假笑着应酬完,也大大松了口气,周寐不禁心下恼火,她此番是来消遣的,这下倒好,该遇见的,一个都没落下,难得一时清闲,要不是刘湘此时正忙着在巴渝境内收拾二刘争川后的残局,布置新防线,估计今天,也少不了他。
都怪那个唱戏的瓜皮!
也不对吧,若是自己不想来,好像也没人逼她来吧?气完戏子白,周寐又开始气自己,重新落座后,她赌气般,随便抓了把小食放在嘴裏发洩,谁知,竟抓了她最讨厌吃的蚕豆。
要不是她在人前顾忌形象,一会戏子白出来,她真想把鞋子脱了直接丢过去。
这整个场子,也就只有她一个人想朝戏子白丢鞋子了。
伴着这种心情,在锣鼓铙钹声中,她终于看到了由高力士谄媚相扶,众花旦团团簇拥的贵妃,慢慢步上了戏臺。
与她分别,其实不久,分别期间发生的一切,哪怕是刚刚发生,她都记不真切了,她唯独记得,临别时,那女子失望的眼色,和疾步匆匆的背影。
“翩若惊鸿,婉若游龙”
周寐扭头,见石六眼神发亮,嘴裏是发自内心的轻嘆,便难得认真的听起了戏,她对戏曲一向了解不深,但也听戏子白同她讲过,贵妃醉酒的大致内容,不过就是一个女人等她心爱的男人来相陪,可帝王无情,半路转驾梅妃宫中,玉环便一个人醉酒感伤,由个太监相随抚慰,想到此,她莫名的发起了楞。
人生如戏,这到底是巧合,还是她故意的?
而此时正在戏臺上,俨然入戏的戏子白,蹲身嗅花,刚走至第一个卧鱼,抬眼间,便望见了正雅位的石六,以及石六身边那妖娆的面容,她没有意外,却莫名心中一酸,眼眶中,蓄满了晶莹剔透的泪,在灯火阑珊下,极为显眼。
她在卧鱼后,用宽大的袖口,拭去了眼角的泪,娓娓唱道“玉环今宵如梦裏。
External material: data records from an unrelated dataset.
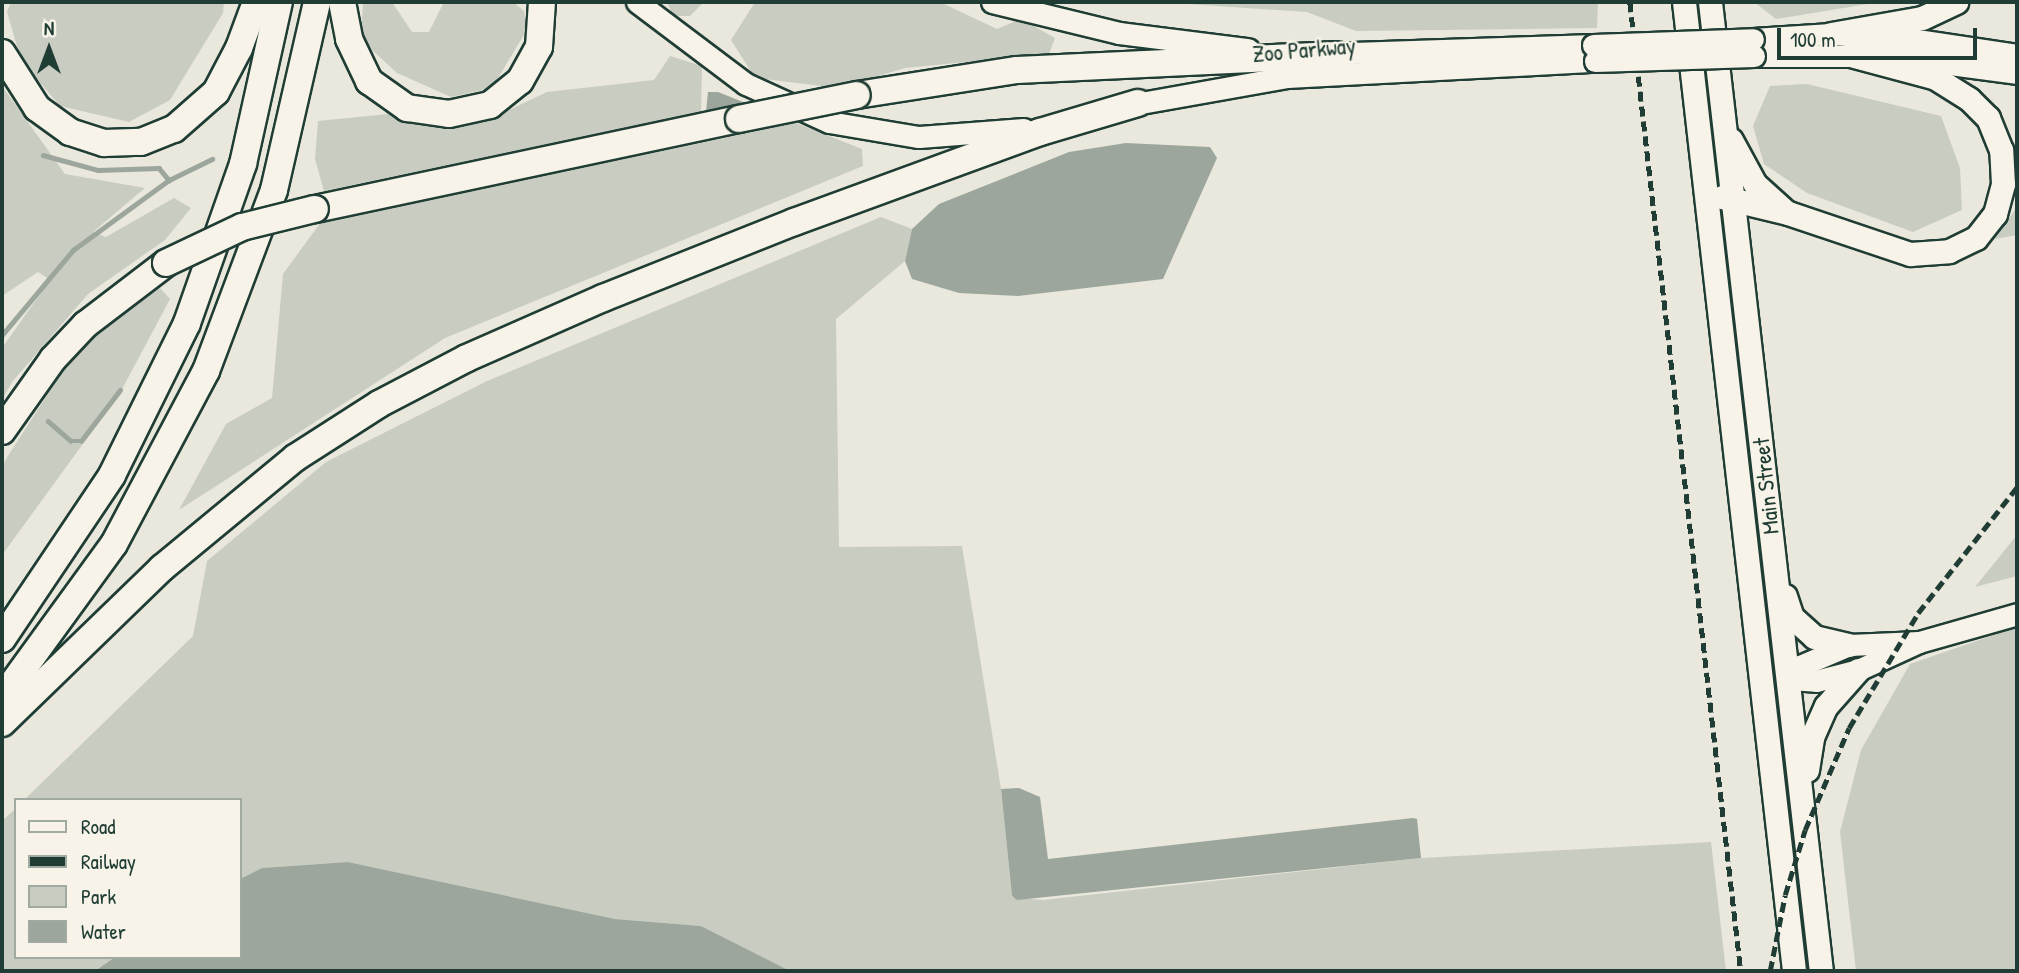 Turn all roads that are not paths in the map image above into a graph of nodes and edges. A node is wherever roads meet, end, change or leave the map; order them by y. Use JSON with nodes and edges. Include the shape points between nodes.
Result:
{"nodes":[{"id":1,"x":256,"y":2,"type":"edge"},
{"id":2,"x":279,"y":2,"type":"edge"},
{"id":3,"x":317,"y":2,"type":"edge"},
{"id":4,"x":342,"y":2,"type":"edge"},
{"id":5,"x":542,"y":2,"type":"edge"},
{"id":6,"x":637,"y":2,"type":"edge"},
{"id":7,"x":992,"y":2,"type":"edge"},
{"id":8,"x":1684,"y":2,"type":"edge"},
{"id":9,"x":1710,"y":2,"type":"edge"},
{"id":10,"x":1956,"y":2,"type":"edge"},
{"id":11,"x":1831,"y":34,"type":"junction"},
{"id":12,"x":1753,"y":47,"type":"junction"},
{"id":13,"x":2,"y":53,"type":"edge"},
{"id":14,"x":1594,"y":53,"type":"junction"},
{"id":15,"x":1337,"y":55,"type":"junction"},
{"id":16,"x":1850,"y":55,"type":"junction"},
{"id":17,"x":2017,"y":55,"type":"edge"},
{"id":18,"x":2017,"y":73,"type":"edge"},
{"id":19,"x":1138,"y":103,"type":"junction"},
{"id":20,"x":1725,"y":130,"type":"junction"},
{"id":21,"x":1707,"y":194,"type":"junction"},
{"id":22,"x":1733,"y":199,"type":"junction"},
{"id":23,"x":1788,"y":213,"type":"junction"},
{"id":24,"x":2,"y":431,"type":"edge"},
{"id":25,"x":1775,"y":565,"type":"junction"},
{"id":26,"x":2017,"y":614,"type":"edge"},
{"id":27,"x":2,"y":639,"type":"edge"},
{"id":28,"x":1919,"y":642,"type":"junction"},
{"id":29,"x":1849,"y":645,"type":"junction"},
{"id":30,"x":1758,"y":648,"type":"junction"},
{"id":31,"x":1857,"y":670,"type":"junction"},
{"id":32,"x":1789,"y":679,"type":"junction"},
{"id":33,"x":2,"y":698,"type":"edge"},
{"id":34,"x":2,"y":723,"type":"edge"},
{"id":35,"x":1766,"y":725,"type":"junction"},
{"id":36,"x":1802,"y":811,"type":"junction"},
{"id":37,"x":1794,"y":971,"type":"edge"},
{"id":38,"x":1821,"y":971,"type":"edge"}],
"edges":[{"from":1,"to":13,"type":"highway","via":[[216,92],[174,129],[141,142],[104,143],[69,132],[37,108]]},
{"from":2,"to":27,"type":"highway","via":[[243,164],[182,334],[93,507]]},
{"from":3,"to":33,"type":"highway","via":[[274,190],[206,372],[114,544]]},
{"from":4,"to":5,"type":"highway","via":[[349,39],[369,81],[407,108],[449,114],[490,105],[520,81],[539,47]]},
{"from":6,"to":19,"type":"main road","name":"Zoo Parkway","via":[[755,89],[800,111],[861,130],[919,137],[981,135]]},
{"from":7,"to":15,"type":"main road","name":"Zoo Parkway","via":[[1170,41]]},
{"from":8,"to":21,"type":"main road","name":"Main Street"},
{"from":9,"to":20,"type":"main road","name":"Main Street"},
{"from":10,"to":11,"type":"main road","via":[[1922,18]]},
{"from":11,"to":12,"type":"main road","name":"Zoo Parkway"},
{"from":11,"to":17,"type":"main road","name":"Zoo Parkway","via":[[1910,39]]},
{"from":12,"to":14,"type":"main road","name":"Zoo Parkway","bridge":true},
{"from":12,"to":16,"type":"main road","name":"Zoo Parkway"},
{"from":14,"to":15,"type":"main road","name":"Zoo Parkway"},
{"from":14,"to":19,"type":"main road","name":"Zoo Parkway","via":[[1334,72],[1238,83]]},
{"from":15,"to":24,"type":"highway","bridge":true,"via":[[1017,69],[738,119],[242,227],[166,263],[85,325],[53,359]]},
{"from":16,"to":18,"type":"main road","name":"Zoo Parkway","via":[[1969,64]]},
{"from":16,"to":23,"type":"main road","via":[[1936,78],[1980,108],[2001,150],[2001,200],[1976,238],[1949,251],[1922,256]]},
{"from":19,"to":34,"type":"highway","via":[[1040,132],[794,222],[604,298],[401,392],[262,484],[155,573]]},
{"from":20,"to":22,"type":"main road","name":"Main Street"},
{"from":20,"to":23,"type":"main road","via":[[1755,184]]},
{"from":21,"to":22,"type":"main road"},
{"from":21,"to":30,"type":"main road","name":"Main Street"},
{"from":22,"to":23,"type":"main road"},
{"from":22,"to":25,"type":"main road","name":"Main Street"},
{"from":25,"to":29,"type":"main road","via":[[1792,617],[1814,637]]},
{"from":25,"to":32,"type":"main road","name":"Main Street"},
{"from":26,"to":28,"type":"main road"},
{"from":28,"to":29,"type":"main road"},
{"from":28,"to":31,"type":"main road"},
{"from":29,"to":32,"type":"main road","via":[[1800,666]]},
{"from":30,"to":32,"type":"main road"},
{"from":30,"to":35,"type":"main road","name":"Main Street"},
{"from":31,"to":32,"type":"main road","via":[[1816,681]]},
{"from":31,"to":36,"type":"main road","via":[[1836,691],[1812,737]]},
{"from":32,"to":35,"type":"main road","via":[[1773,703]]},
{"from":32,"to":36,"type":"main road","name":"Main Street"},
{"from":35,"to":37,"type":"main road","name":"Main Street"},
{"from":36,"to":38,"type":"main road","name":"Main Street"}]} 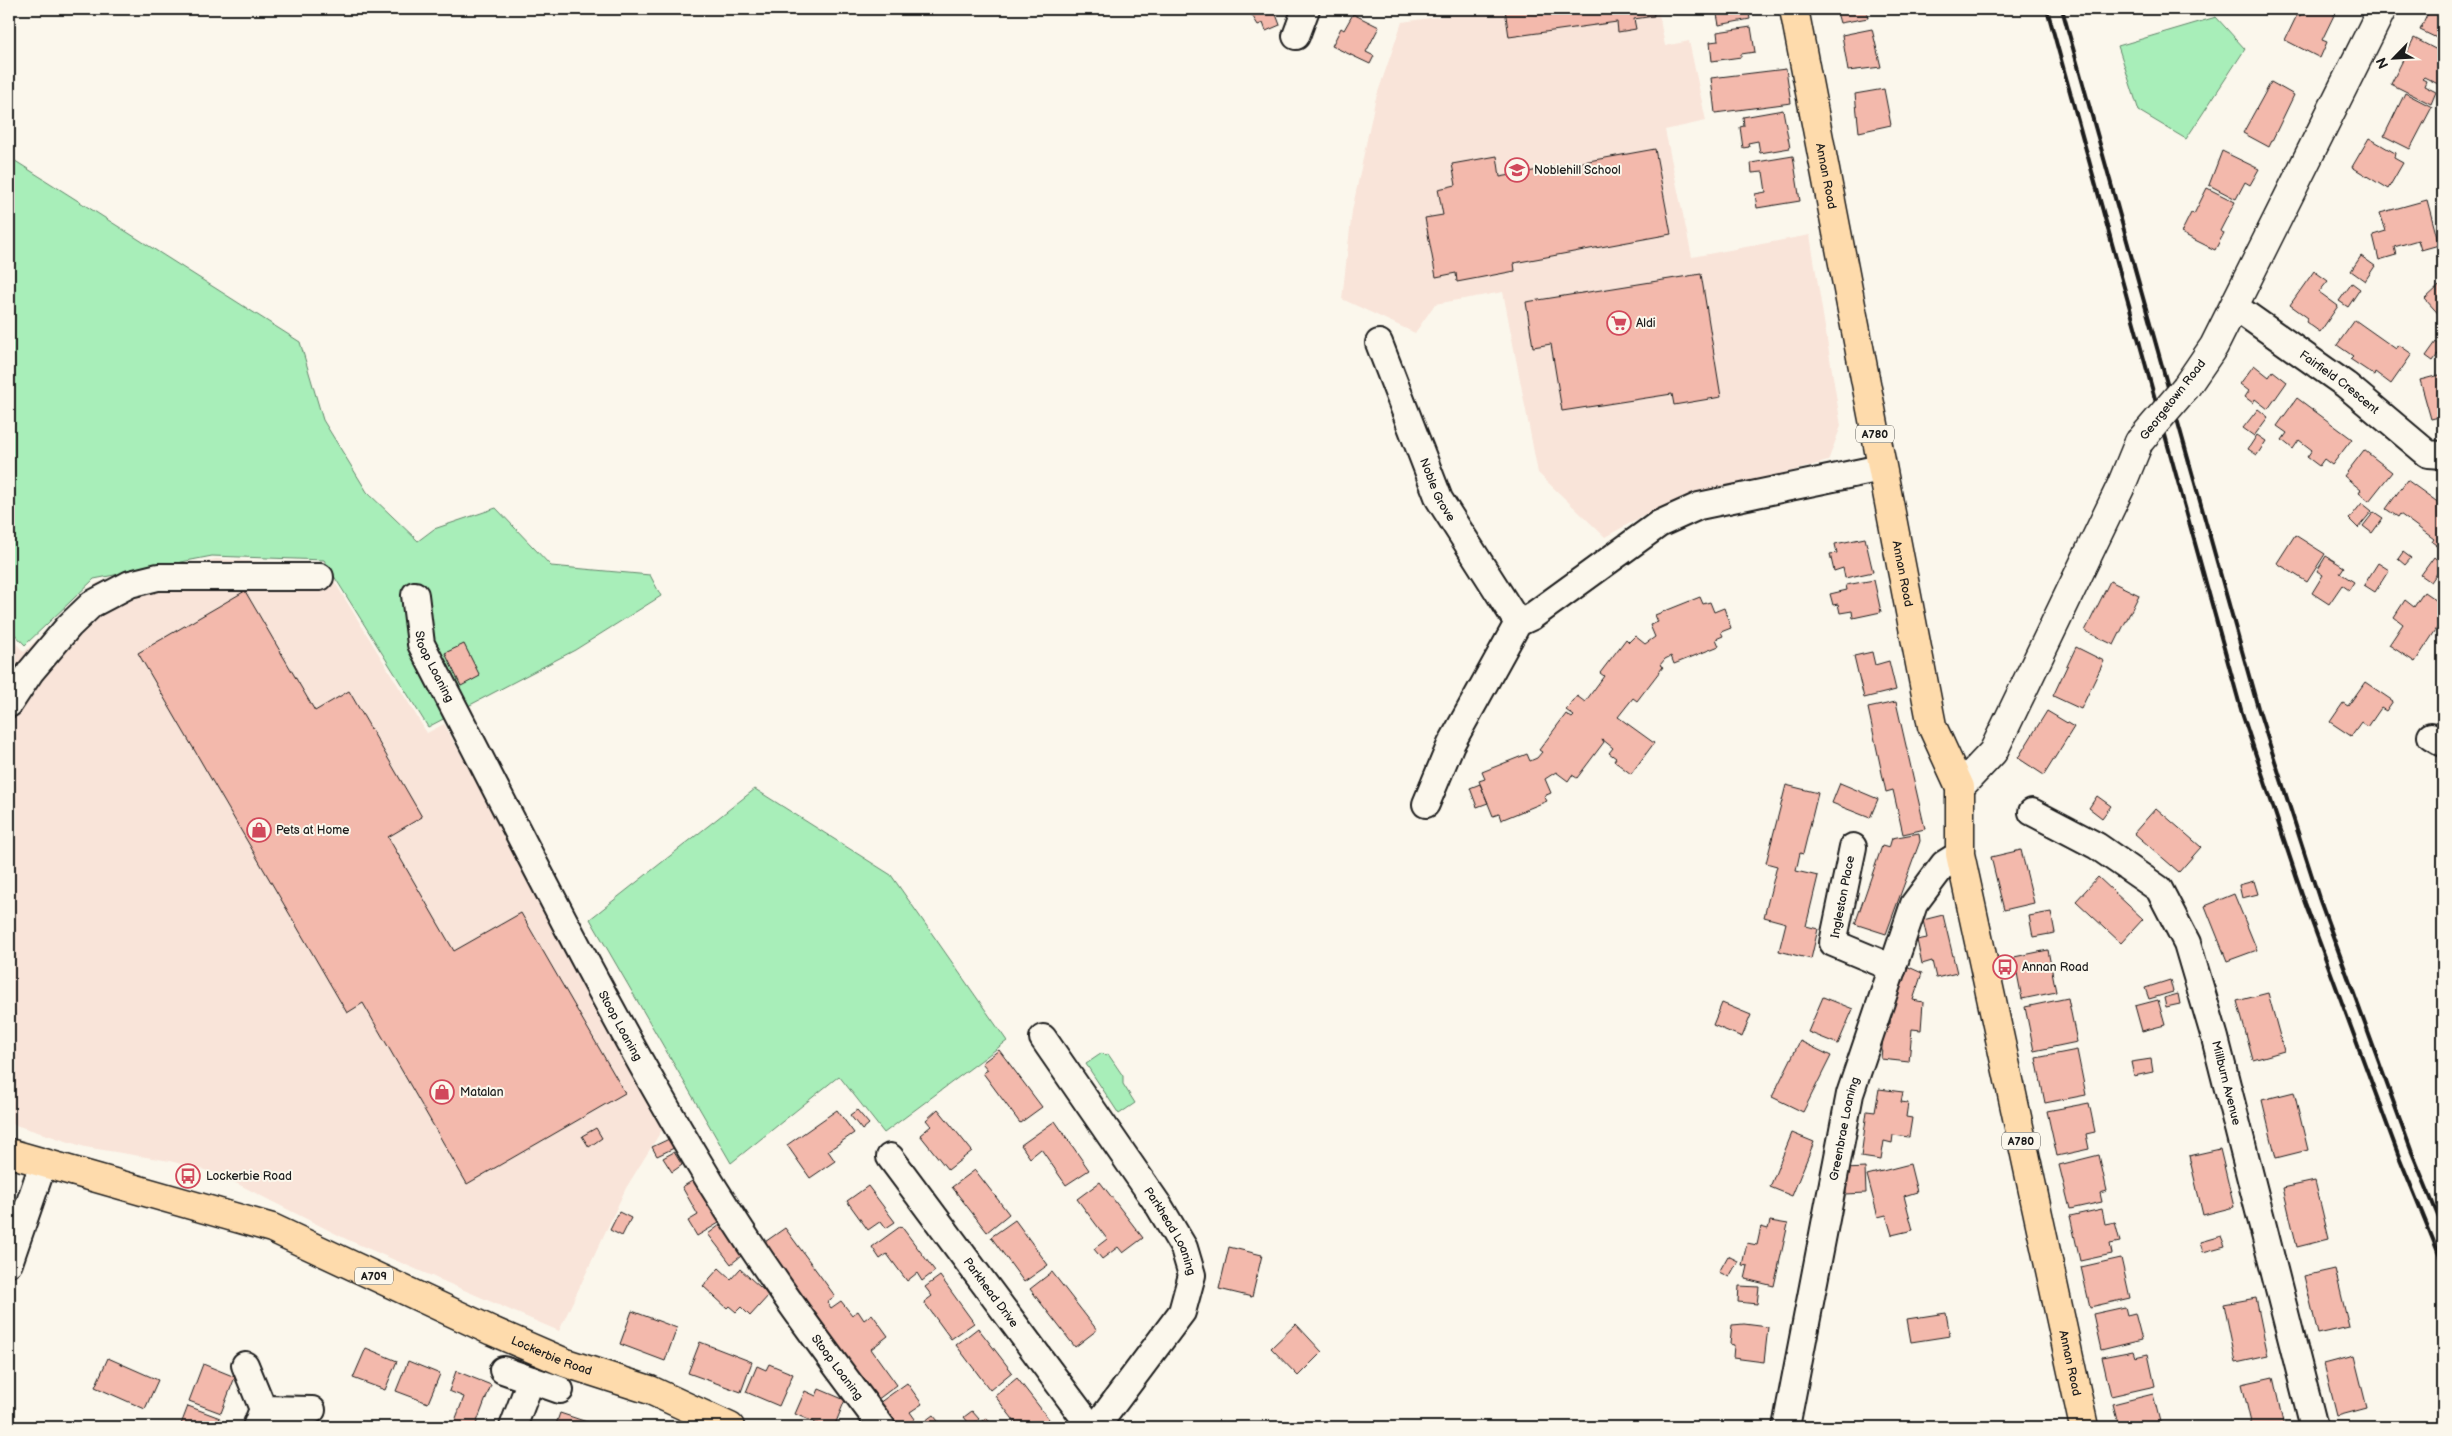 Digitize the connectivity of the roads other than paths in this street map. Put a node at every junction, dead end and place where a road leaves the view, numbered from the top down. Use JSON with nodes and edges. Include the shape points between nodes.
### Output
{"nodes":[{"id":1,"x":1306,"y":9,"type":"edge"},
{"id":2,"x":1794,"y":9,"type":"edge"},
{"id":3,"x":2382,"y":9,"type":"edge"},
{"id":4,"x":1296,"y":36,"type":"dead end"},
{"id":5,"x":2234,"y":306,"type":"junction"},
{"id":6,"x":1378,"y":343,"type":"dead end"},
{"id":7,"x":2443,"y":455,"type":"edge"},
{"id":8,"x":1881,"y":468,"type":"junction"},
{"id":9,"x":320,"y":577,"type":"dead end"},
{"id":10,"x":415,"y":595,"type":"dead end"},
{"id":11,"x":1518,"y":623,"type":"junction"},
{"id":12,"x":9,"y":704,"type":"edge"},
{"id":13,"x":1960,"y":787,"type":"junction"},
{"id":14,"x":1426,"y":804,"type":"dead end"},
{"id":15,"x":2032,"y":812,"type":"dead end"},
{"id":16,"x":1852,"y":847,"type":"dead end"},
{"id":17,"x":1960,"y":854,"type":"junction"},
{"id":18,"x":1893,"y":968,"type":"junction"},
{"id":19,"x":1044,"y":1038,"type":"dead end"},
{"id":20,"x":9,"y":1153,"type":"edge"},
{"id":21,"x":890,"y":1157,"type":"dead end"},
{"id":22,"x":43,"y":1164,"type":"junction"},
{"id":23,"x":9,"y":1263,"type":"edge"},
{"id":24,"x":244,"y":1365,"type":"dead end"},
{"id":25,"x":503,"y":1370,"type":"dead end"},
{"id":26,"x":531,"y":1380,"type":"junction"},
{"id":27,"x":560,"y":1390,"type":"dead end"},
{"id":28,"x":312,"y":1410,"type":"dead end"},
{"id":29,"x":259,"y":1418,"type":"edge"},
{"id":30,"x":513,"y":1427,"type":"edge"},
{"id":31,"x":730,"y":1427,"type":"edge"},
{"id":32,"x":882,"y":1427,"type":"edge"},
{"id":33,"x":1090,"y":1427,"type":"edge"},
{"id":34,"x":1096,"y":1427,"type":"edge"},
{"id":35,"x":1786,"y":1427,"type":"edge"},
{"id":36,"x":2084,"y":1427,"type":"edge"},
{"id":37,"x":2314,"y":1427,"type":"edge"}],
"edges":[{"from":1,"to":4,"type":"street"},
{"from":2,"to":8,"type":"main road","name":"Annan Road","number":"A780"},
{"from":3,"to":5,"type":"street","name":"Georgetown Road"},
{"from":5,"to":7,"type":"street","name":"Fairfield Crescent","via":[[2346,385],[2428,454]]},
{"from":5,"to":13,"type":"street","name":"Georgetown Road","bridge":true,"via":[[2214,346],[2186,388],[2139,442],[1993,752]]},
{"from":6,"to":11,"type":"street","name":"Noble Grove","via":[[1439,500]]},
{"from":8,"to":11,"type":"street","via":[[1699,506],[1658,524],[1531,617]]},
{"from":8,"to":13,"type":"main road","name":"Annan Road","number":"A780","via":[[1932,726]]},
{"from":9,"to":12,"type":"street","via":[[158,576],[130,584],[92,604],[69,626],[31,671]]},
{"from":10,"to":32,"type":"street","name":"Stoop Loaning","via":[[421,644],[599,983],[697,1161],[797,1314]]},
{"from":11,"to":14,"type":"street","via":[[1451,744]]},
{"from":13,"to":17,"type":"main road","name":"Annan Road","number":"A780"},
{"from":15,"to":37,"type":"street","name":"Millburn Avenue","via":[[2098,846],[2159,888],[2187,943],[2217,1047]]},
{"from":16,"to":18,"type":"street","name":"Ingleston Place","via":[[1833,943]]},
{"from":17,"to":18,"type":"street","name":"Greenbrae Loaning","via":[[1944,864],[1914,904]]},
{"from":17,"to":36,"type":"main road","name":"Annan Road","number":"A780"},
{"from":18,"to":35,"type":"street","name":"Greenbrae Loaning","via":[[1850,1094]]},
{"from":19,"to":34,"type":"street","name":"Parkhead Loaning","via":[[1159,1206],[1184,1248],[1192,1275],[1182,1312]]},
{"from":20,"to":22,"type":"main road","name":"Lockerbie Road","number":"A709"},
{"from":21,"to":33,"type":"street","name":"Parkhead Drive"},
{"from":22,"to":23,"type":"street"},
{"from":22,"to":31,"type":"main road","name":"Lockerbie Road","number":"A709","via":[[272,1228],[566,1363],[650,1390]]},
{"from":24,"to":29,"type":"street"},
{"from":25,"to":26,"type":"street"},
{"from":26,"to":27,"type":"street"},
{"from":26,"to":30,"type":"street"},
{"from":28,"to":29,"type":"street"}]}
想当初你进宫之时,万岁是何等地待你,何等地爱你。到如今一旦无情,明夸暗弃,难道说从今后两分离”
她早都入戏了,可以说,她一旦入戏,便很难出得来。
任臺下的叫好声和掌声几近湮没了戏鼓声,周寐的视线,始终落在白鸢身上,不知怎的,她眼眶温热,不自觉的拾起桌前的茶杯,大口的喝着。
听着身边的石六嘱咐身后的随从送花篮,见左面雅位的□□二位先生皆是如此,周寐低着头,不知在思索些什么。